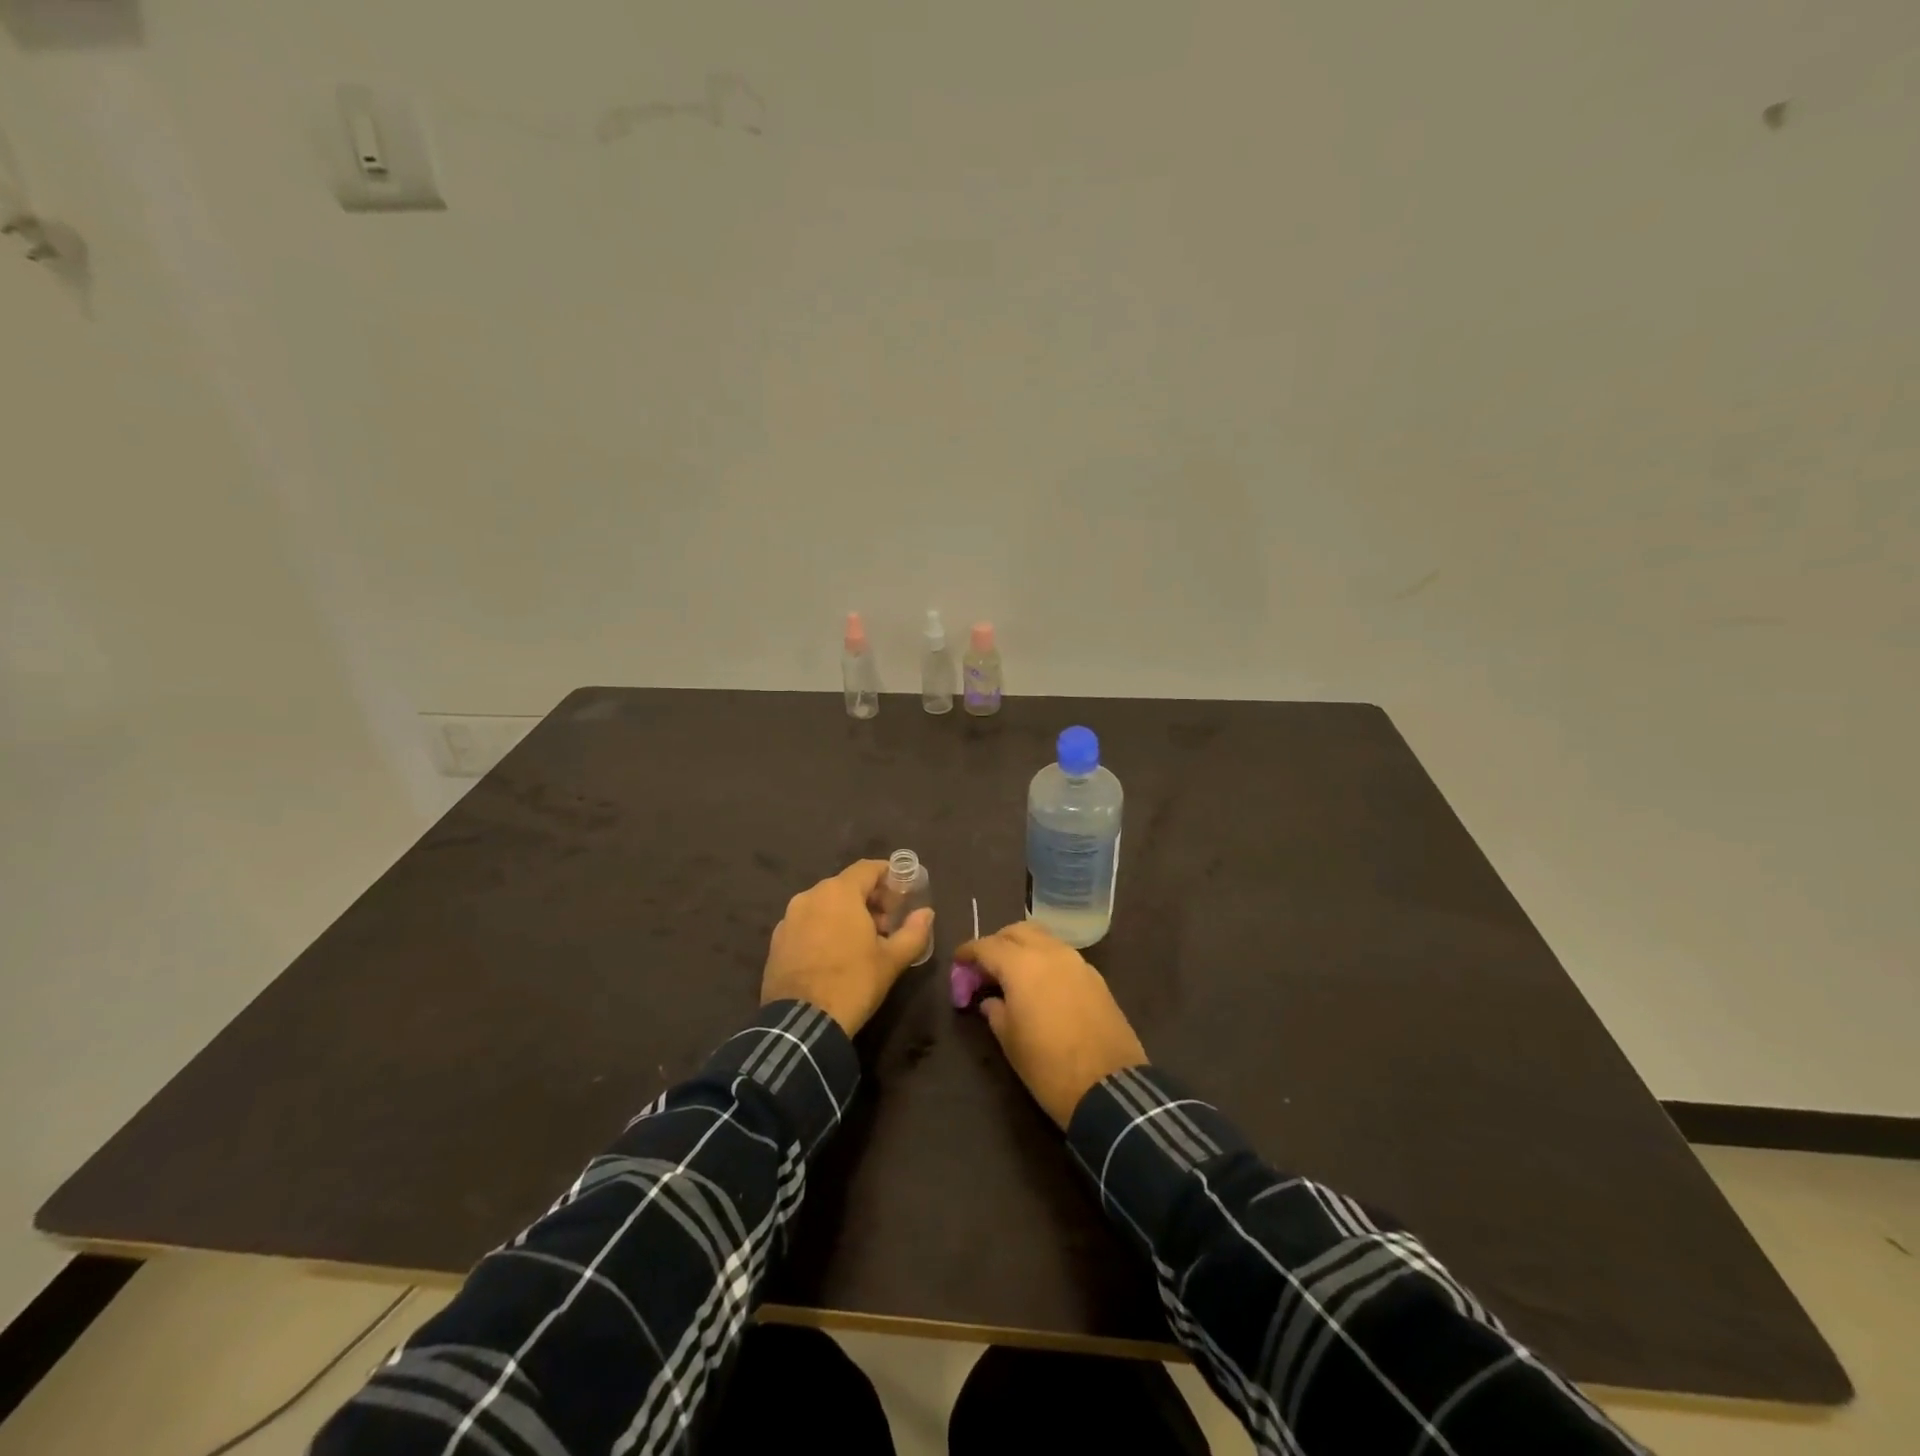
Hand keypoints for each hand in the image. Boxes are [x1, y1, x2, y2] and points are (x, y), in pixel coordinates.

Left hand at [762, 860, 934, 1034]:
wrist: (801, 1024)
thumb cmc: (853, 983)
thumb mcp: (892, 960)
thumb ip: (914, 932)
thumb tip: (927, 913)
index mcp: (838, 893)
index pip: (868, 868)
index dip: (889, 876)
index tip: (903, 893)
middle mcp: (810, 896)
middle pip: (845, 886)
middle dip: (869, 899)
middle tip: (888, 924)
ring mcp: (788, 919)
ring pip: (824, 905)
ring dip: (846, 915)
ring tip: (862, 943)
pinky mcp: (777, 942)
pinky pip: (807, 924)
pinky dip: (824, 930)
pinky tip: (835, 956)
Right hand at [954, 921, 1147, 1127]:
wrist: (1109, 1088)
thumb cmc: (1048, 1066)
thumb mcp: (1010, 1042)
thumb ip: (995, 1012)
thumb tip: (990, 1000)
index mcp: (1022, 965)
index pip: (987, 946)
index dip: (968, 953)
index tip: (958, 965)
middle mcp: (1051, 953)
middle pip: (1017, 931)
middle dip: (997, 943)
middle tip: (986, 968)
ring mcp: (1077, 963)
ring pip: (1043, 939)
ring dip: (1024, 948)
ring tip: (1012, 976)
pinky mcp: (1096, 978)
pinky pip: (1063, 957)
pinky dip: (1046, 961)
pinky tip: (1041, 987)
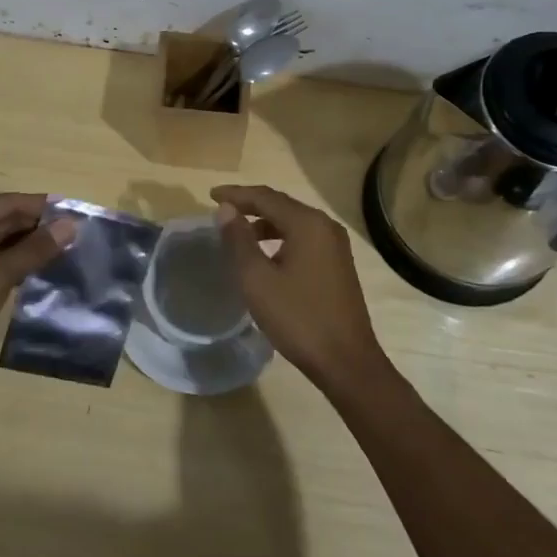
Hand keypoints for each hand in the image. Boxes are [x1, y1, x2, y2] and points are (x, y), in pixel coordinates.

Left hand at [0, 193, 78, 401]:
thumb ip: (34, 249)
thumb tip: (71, 225)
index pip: (6, 203)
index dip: (42, 207)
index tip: (77, 213)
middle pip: (1, 220)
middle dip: (37, 228)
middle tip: (78, 235)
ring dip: (28, 248)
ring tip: (68, 252)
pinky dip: (13, 266)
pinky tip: (41, 272)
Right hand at [211, 184, 385, 389]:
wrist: (346, 361)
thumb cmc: (298, 318)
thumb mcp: (258, 279)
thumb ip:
= = = = =
> [The task]: Filter the records above for lines with "ring".

> [Task result]:
ring mcp: (788, 919)
ring pip: (824, 905)
ring dip: (846, 915)
ring tip: (862, 943)
ring mcp: (1077, 963)
ring pip: (1043, 939)
ring dip: (1024, 948)
ring tip: (1012, 976)
ring dip: (28, 248)
ring tip: (68, 252)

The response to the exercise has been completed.